The land upon which the school is built on has its own historical connections. In 1638, the historic Battle of Gannoruwa was fought between the Portuguese and the Sinhala forces under King Rajasinha II and Prince Vijayapala on this land. The Battle of Gannoruwa, which ended in victory for the Sinhalese army, was the last battle fought by the Kingdom of Kandy. It was also the last battle fought between the Portuguese and the Sinhalese.

==Principals==

|  | Period | Name |
|---|---|---|
| 1st | 1996-2001 | S. M. Keerthirathne |
| 2nd | 2001-2003 | W. Weerasooriya |
| 3rd | 2003-2005 | A. K. Diwarathne |
| 4th | 2006-2010 | T. C. Keerthirathne |
| 5th | 2011-2014 | S. M. M. G. Abeyrathne |
| 6th | 2014-2016 | E. M. Abesekara |
| 7th | 2016-2019 | K. W. D. U. Chandrakumara |
| 8th | 2019–2023 | Ranjith Rajapaksha |
| 9th | 2023–present | Malaka Perera |

==Education==

The only way to get admission for Ranabima Royal College is a highly competitive examination which is conducted by the Central province education department where only the students from Central Province can participate.
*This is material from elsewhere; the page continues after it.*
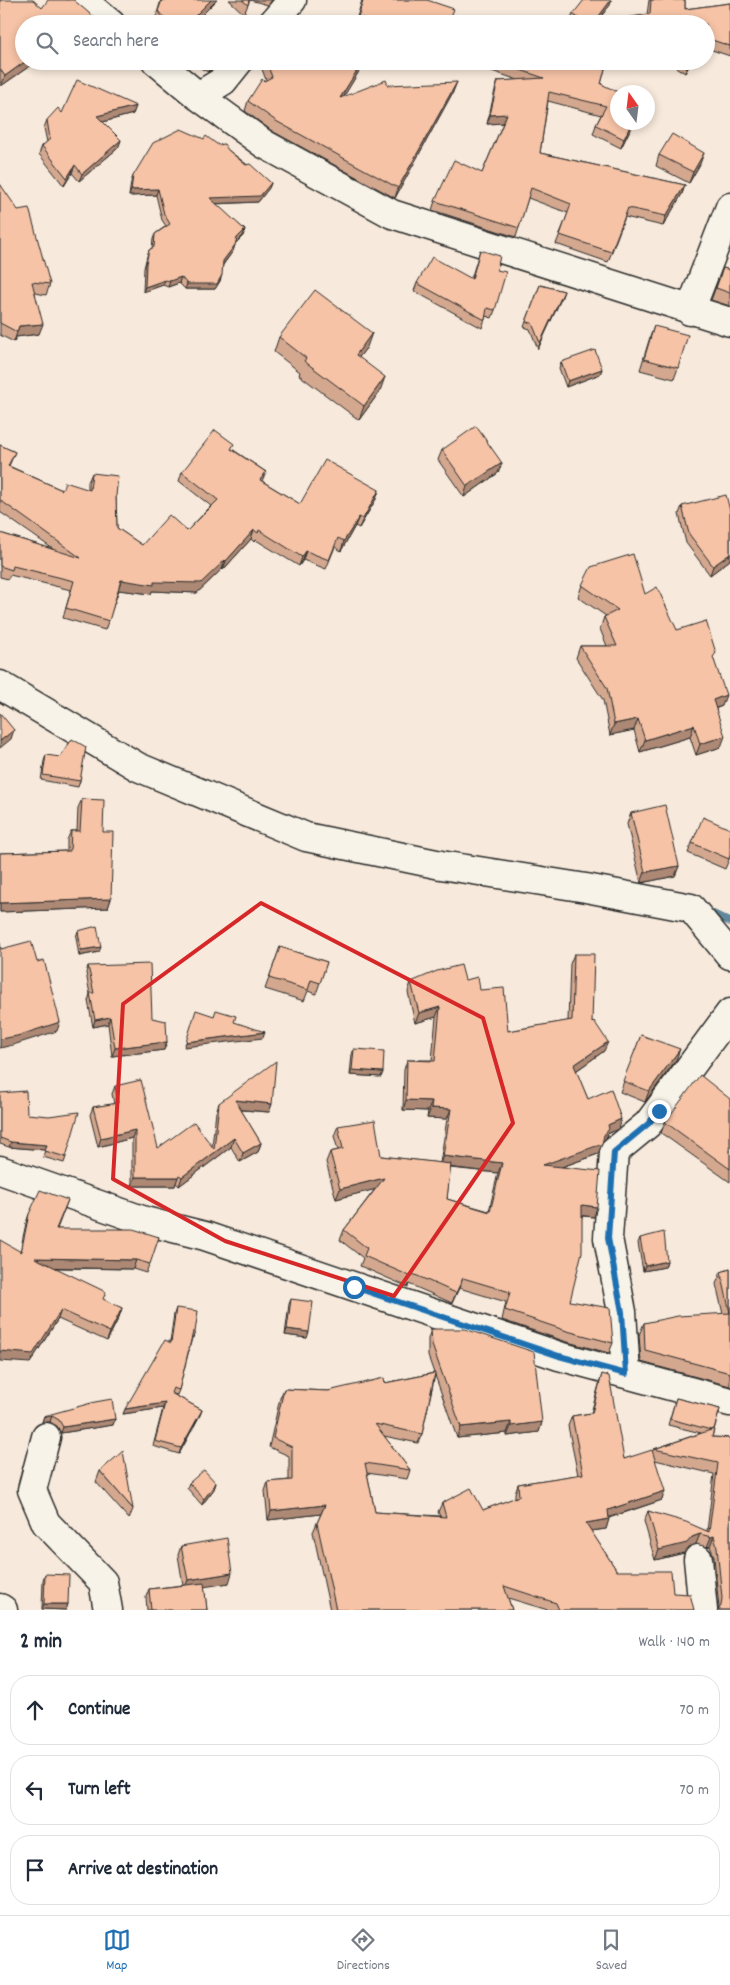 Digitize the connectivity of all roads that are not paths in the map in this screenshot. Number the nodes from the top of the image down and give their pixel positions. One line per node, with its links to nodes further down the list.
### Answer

It means neither students can get admission for Ranabima Royal College from grade 5 Scholarship Examination nor GCE Ordinary Level examination. This entrance examination consists of 3 subjects,
- First language (Sinhala or Tamil)
- Mathematics
- General Knowledge

The school consists of grades 6 through 13. There are two Sinhala medium classes, a Tamil medium class, and an English medium class in every grades until grade 11. This each class consists of forty students. The school has facilities for Physical Science, Commerce, and Biology advanced level schemes. It produces nationally high-ranking students, evidenced by the all-island positions received by students who sit for the national Ordinary Level and Advanced Level examinations. It has been ranked in best boys' school in the years among all the Boys' schools preference rankings based on Ordinary Level examinees' demand.

== Houses ==

- Super Maroon - (3 Titles)
- Bottle Green - (7 Titles)
- Royal Blue - (8 Titles)
- Golden Yellow - (6 Titles)
The four houses are named after the colours which are on the school flag (Green, Yellow and Blue) and maroon in respect of the Sinhalese forces, who gave their lives fighting against the Portuguese army in the Battle of Gannoruwa.